The anti water tax movement itself is the largest and most sustained public reaction to years of cuts, job losses, growing poverty and inequality. A sense of the importance and social power of the movement is illustrated by the fact that the political party polling highest at present, Sinn Fein, changed its own position in relation to Irish Water and the proposed introduction of water charges. Other left organisations such as the Socialist Party/Austerity Alternative Alliance and Socialist Worker Party/People Before Profits and trade unions and activists are involved under a broad Right 2 Water banner.

AAA Banner

However the wider movement itself is not under the control of any of these organisations. To be part of it you simply just have to not pay. It is made up of an increasingly networked affiliation of community groupings communicating with each other. In this way groups from across the country, and within the capital, are in regular contact with each other to organise solidarity actions such preventing meter installations or support events like the anti-repression demo.

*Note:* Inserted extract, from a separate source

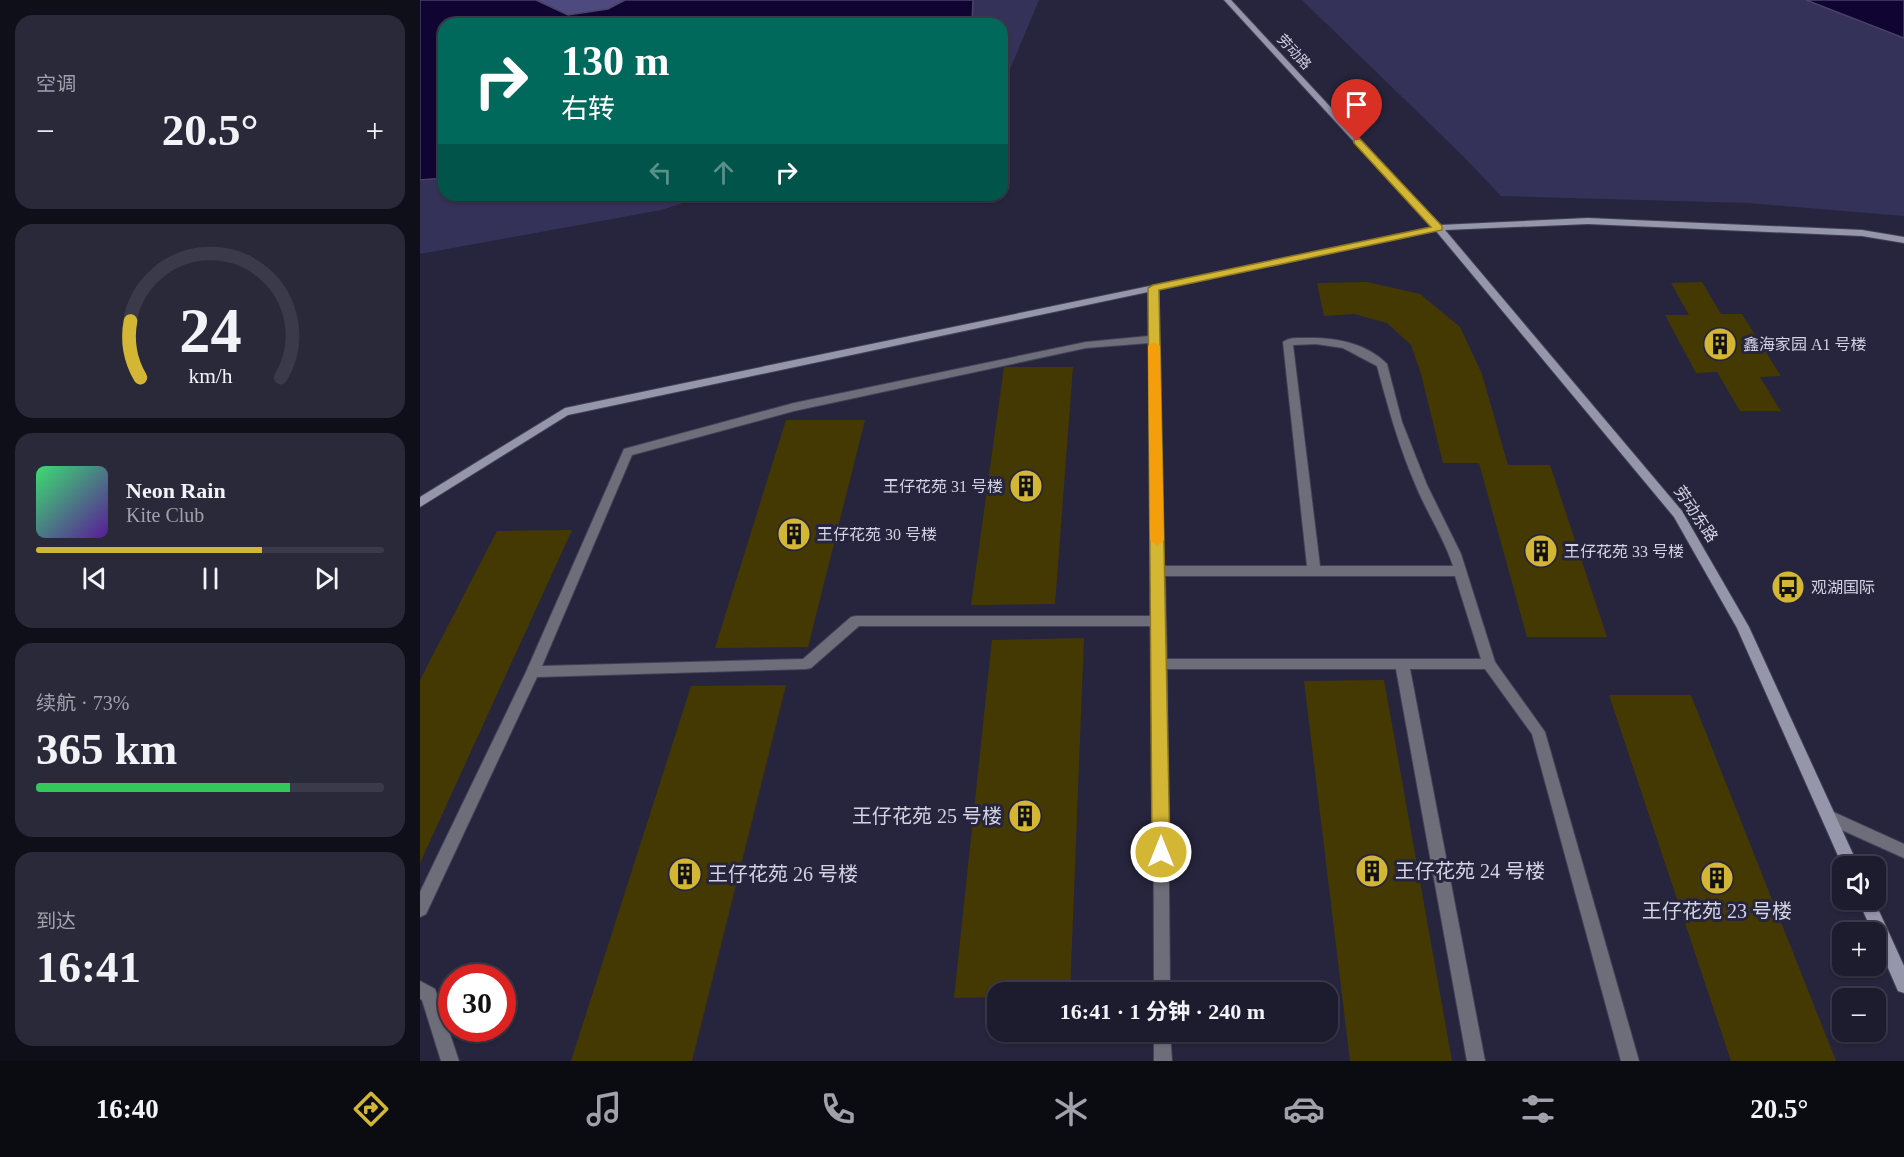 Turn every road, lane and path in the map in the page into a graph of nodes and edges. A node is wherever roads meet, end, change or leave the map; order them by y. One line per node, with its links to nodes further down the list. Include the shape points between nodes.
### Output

It is within this context that the arrests this week is perhaps most usefully understood. The Irish government has failed spectacularly at each and every step of trying to create Irish Water as a legitimate social policy. It has bounced between an attitude of arrogance and disdain and open fear as deadlines for registration get pushed back and proposals changed so many times that most of us probably forget what the initial Irish Water proposal was. The entire process has only further fuelled disillusionment and general disconnect between ordinary people and a form of low-cunning politics that is clumsy, cruel, temperamental and when the shit the fan, fundamentally unjust.

Disillusionments with unjust policies, or indeed political systems, pose no threat or possibility of change when they are limited to small left wing meetings. Nor do individual bodies and families worn weary with the stress of bills and putting food on the table, and having to feed the relentless desires of a banking system to have its pound of flesh so that you have a roof over your head.

It is a profoundly different experience for everyone involved, for governments and participants, when that disillusionment is expressed on our streets. Be that hundreds of thousands of people collectively refusing to sign up, twenty thousand people walking together in the capital or twenty or thirty people on their own street stopping water meters going in in the first place.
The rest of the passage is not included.